Records contained in a dataset:
•••

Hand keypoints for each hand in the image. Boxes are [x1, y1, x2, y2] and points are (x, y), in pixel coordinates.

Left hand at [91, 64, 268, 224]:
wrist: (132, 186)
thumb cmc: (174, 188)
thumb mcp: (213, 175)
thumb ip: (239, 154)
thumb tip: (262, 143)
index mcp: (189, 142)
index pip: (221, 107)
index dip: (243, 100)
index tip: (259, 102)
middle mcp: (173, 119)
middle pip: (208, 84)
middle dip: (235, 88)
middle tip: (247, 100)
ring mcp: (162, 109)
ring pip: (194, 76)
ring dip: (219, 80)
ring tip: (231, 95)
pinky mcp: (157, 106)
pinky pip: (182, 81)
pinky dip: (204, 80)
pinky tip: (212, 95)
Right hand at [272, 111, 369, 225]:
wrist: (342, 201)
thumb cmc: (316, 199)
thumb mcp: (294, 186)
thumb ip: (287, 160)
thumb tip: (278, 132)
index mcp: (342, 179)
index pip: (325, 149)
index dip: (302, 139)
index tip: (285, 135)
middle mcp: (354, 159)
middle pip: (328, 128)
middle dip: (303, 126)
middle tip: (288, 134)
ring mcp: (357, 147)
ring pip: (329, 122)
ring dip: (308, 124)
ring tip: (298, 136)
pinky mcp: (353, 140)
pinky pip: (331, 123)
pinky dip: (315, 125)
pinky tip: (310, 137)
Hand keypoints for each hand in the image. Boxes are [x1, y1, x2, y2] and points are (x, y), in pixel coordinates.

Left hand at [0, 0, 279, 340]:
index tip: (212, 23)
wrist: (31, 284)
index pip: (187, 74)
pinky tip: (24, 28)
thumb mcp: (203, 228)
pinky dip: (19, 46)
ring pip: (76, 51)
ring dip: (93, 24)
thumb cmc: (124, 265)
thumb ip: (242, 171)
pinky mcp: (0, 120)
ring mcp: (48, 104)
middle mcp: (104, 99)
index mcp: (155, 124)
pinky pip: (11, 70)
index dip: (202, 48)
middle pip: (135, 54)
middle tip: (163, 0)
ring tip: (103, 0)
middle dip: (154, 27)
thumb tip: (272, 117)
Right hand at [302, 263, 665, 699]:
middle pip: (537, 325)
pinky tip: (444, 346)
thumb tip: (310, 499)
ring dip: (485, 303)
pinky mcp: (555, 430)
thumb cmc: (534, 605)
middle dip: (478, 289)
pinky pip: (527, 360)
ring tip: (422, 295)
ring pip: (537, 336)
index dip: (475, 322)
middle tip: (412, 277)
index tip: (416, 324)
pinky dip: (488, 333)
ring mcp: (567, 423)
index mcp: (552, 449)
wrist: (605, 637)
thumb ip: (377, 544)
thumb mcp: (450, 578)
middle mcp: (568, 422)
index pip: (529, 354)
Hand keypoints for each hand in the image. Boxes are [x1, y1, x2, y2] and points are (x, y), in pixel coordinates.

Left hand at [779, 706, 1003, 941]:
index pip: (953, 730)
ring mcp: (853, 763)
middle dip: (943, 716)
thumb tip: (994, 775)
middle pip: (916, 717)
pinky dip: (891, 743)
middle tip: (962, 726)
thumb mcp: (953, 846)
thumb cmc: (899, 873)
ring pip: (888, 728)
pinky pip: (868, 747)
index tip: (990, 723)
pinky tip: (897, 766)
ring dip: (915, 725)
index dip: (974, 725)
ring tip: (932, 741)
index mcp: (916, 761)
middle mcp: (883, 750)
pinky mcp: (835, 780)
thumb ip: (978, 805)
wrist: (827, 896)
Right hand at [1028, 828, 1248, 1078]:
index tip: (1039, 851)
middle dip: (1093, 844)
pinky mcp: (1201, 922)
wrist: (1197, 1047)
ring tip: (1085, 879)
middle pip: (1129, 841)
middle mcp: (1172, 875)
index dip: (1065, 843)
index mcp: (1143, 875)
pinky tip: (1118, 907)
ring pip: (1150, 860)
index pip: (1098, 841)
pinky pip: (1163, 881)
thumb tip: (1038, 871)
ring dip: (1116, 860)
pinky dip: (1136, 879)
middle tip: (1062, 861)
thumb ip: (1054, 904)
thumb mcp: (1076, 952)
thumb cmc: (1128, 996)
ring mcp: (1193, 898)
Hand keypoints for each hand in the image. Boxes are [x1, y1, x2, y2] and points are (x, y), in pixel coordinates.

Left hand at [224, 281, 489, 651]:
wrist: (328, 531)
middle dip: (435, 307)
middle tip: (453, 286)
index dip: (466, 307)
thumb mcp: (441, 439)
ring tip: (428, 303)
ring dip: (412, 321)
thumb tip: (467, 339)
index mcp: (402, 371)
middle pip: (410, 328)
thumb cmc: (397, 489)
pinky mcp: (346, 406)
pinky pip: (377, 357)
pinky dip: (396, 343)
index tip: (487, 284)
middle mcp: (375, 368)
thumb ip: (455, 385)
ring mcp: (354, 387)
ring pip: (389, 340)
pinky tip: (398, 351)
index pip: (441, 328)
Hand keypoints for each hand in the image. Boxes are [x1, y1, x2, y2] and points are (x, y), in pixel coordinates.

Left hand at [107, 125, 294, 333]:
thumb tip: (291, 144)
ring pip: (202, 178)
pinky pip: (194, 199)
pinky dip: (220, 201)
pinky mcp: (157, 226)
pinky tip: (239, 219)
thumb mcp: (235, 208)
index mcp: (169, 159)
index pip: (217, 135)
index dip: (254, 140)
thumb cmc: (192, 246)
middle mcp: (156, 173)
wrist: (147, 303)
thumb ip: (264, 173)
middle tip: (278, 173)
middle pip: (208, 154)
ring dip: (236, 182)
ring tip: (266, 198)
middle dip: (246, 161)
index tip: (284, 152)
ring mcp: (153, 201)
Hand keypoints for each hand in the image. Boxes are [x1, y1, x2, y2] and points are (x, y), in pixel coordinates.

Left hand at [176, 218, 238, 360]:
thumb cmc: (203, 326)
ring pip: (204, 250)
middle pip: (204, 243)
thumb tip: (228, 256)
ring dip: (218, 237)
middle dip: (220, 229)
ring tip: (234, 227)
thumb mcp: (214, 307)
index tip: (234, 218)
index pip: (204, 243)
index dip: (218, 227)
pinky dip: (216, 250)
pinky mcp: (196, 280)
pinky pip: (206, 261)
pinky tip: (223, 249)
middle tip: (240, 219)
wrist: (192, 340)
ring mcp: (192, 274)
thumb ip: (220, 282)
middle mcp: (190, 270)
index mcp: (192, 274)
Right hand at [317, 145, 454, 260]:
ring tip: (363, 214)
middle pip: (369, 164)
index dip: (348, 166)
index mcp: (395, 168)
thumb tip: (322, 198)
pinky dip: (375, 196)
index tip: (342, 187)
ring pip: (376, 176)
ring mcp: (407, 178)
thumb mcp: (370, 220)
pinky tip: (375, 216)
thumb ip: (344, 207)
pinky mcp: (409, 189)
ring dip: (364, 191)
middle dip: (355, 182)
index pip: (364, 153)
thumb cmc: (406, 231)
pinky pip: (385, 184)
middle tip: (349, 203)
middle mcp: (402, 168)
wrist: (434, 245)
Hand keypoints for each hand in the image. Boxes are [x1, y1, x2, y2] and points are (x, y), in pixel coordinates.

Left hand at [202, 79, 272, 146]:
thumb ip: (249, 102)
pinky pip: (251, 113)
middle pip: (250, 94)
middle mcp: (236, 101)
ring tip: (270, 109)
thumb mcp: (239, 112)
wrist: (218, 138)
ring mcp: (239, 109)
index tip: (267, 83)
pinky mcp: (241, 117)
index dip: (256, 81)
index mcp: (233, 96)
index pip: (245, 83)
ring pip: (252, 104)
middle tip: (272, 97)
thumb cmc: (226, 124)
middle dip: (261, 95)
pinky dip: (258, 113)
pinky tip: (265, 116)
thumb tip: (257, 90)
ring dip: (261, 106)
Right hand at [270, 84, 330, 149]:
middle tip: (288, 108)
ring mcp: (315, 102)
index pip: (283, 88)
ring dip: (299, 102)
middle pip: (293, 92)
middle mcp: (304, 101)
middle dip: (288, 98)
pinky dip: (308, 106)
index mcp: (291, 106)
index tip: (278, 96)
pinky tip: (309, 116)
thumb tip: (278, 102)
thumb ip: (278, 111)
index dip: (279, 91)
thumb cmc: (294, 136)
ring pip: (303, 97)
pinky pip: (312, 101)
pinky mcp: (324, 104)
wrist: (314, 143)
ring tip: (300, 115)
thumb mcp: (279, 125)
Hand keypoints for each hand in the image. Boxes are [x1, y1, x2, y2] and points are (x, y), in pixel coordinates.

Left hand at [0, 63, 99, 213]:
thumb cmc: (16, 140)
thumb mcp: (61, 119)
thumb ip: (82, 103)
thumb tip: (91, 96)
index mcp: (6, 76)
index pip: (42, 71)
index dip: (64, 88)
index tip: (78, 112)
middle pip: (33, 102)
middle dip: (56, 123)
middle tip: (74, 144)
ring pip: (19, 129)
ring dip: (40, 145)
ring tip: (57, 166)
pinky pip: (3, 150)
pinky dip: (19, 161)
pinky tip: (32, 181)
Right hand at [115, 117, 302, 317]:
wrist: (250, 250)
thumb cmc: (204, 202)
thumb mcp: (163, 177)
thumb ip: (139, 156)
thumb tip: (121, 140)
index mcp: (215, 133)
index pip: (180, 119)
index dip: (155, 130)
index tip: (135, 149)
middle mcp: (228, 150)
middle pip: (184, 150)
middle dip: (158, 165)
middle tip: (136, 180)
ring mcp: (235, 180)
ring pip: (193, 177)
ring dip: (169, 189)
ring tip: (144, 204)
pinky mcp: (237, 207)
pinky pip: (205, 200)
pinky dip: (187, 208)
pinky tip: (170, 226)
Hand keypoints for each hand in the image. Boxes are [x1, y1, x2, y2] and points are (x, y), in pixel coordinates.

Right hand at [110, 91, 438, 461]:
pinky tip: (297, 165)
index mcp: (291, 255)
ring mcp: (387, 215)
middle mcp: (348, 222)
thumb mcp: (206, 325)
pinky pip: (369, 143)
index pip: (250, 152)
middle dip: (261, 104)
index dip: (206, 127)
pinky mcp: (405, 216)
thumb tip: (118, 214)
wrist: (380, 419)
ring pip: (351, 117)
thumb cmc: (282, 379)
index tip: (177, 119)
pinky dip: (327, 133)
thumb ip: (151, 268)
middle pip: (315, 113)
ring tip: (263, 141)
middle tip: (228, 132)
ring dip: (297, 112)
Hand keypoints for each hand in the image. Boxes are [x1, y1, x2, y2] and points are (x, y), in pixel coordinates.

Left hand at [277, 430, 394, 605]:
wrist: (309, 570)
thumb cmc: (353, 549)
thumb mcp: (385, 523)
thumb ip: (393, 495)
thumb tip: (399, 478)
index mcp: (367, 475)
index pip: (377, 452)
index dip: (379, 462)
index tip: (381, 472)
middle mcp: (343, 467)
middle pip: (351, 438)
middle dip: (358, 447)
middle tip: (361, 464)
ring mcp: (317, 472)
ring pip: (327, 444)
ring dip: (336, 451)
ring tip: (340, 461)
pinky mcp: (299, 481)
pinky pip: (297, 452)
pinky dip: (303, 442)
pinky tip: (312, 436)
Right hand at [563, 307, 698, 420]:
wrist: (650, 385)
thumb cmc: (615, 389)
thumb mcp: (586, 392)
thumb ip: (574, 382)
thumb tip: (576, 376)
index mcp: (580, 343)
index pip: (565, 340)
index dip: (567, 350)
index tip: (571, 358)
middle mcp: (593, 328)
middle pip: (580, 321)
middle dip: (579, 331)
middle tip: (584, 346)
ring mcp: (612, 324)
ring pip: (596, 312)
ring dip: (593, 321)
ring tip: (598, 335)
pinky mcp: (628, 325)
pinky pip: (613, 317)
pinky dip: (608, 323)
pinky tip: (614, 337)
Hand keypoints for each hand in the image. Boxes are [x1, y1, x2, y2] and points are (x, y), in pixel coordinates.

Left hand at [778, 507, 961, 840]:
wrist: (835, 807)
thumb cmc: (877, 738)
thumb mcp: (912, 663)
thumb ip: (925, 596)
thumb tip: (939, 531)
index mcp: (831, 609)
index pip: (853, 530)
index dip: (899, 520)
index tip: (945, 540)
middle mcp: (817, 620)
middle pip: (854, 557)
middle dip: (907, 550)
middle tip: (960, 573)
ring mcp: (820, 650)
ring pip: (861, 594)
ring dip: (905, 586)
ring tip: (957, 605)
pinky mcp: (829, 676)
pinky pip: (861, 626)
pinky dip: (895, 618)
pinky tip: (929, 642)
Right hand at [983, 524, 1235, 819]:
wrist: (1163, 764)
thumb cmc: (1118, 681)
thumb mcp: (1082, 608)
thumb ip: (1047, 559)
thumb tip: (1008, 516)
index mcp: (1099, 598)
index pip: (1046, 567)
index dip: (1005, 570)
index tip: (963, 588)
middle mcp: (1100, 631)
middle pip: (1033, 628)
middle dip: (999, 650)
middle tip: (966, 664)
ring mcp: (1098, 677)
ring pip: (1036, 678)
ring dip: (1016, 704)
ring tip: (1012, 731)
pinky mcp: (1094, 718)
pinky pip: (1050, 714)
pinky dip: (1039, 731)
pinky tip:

•••

What the exercise asks: Would you retype exactly the lines above, from the line with "middle mcp: (817, 620)" to the line with "middle tip: (966, 664)", with both end lines kept and nothing more?

Exercise solution:
middle mcp: (817, 620)
middle pip: (854, 557)
middle dip: (907, 550)
middle tip: (960, 573)
ring mcp: (820, 650)
ring pip: (861, 594)
ring dip: (905, 586)
ring tip: (957, 605)
pinky mcp: (829, 676)
pinky pip: (861, 626)
pinky dip: (895, 618)
pinky tip: (929, 642)
Right hand at [983, 524, 1235, 819]:
wrist: (1163, 764)
thumb cmc: (1118, 681)
thumb mcp: (1082, 608)
thumb ip: (1047, 559)
thumb tip: (1008, 516)
index mcp: (1099, 598)
index pip: (1046, 567)
index dip: (1005, 570)
index tip: (963, 588)
middle mcp: (1100, 631)
middle pip: (1033, 628)
middle dip: (999, 650)
middle tip: (966, 664)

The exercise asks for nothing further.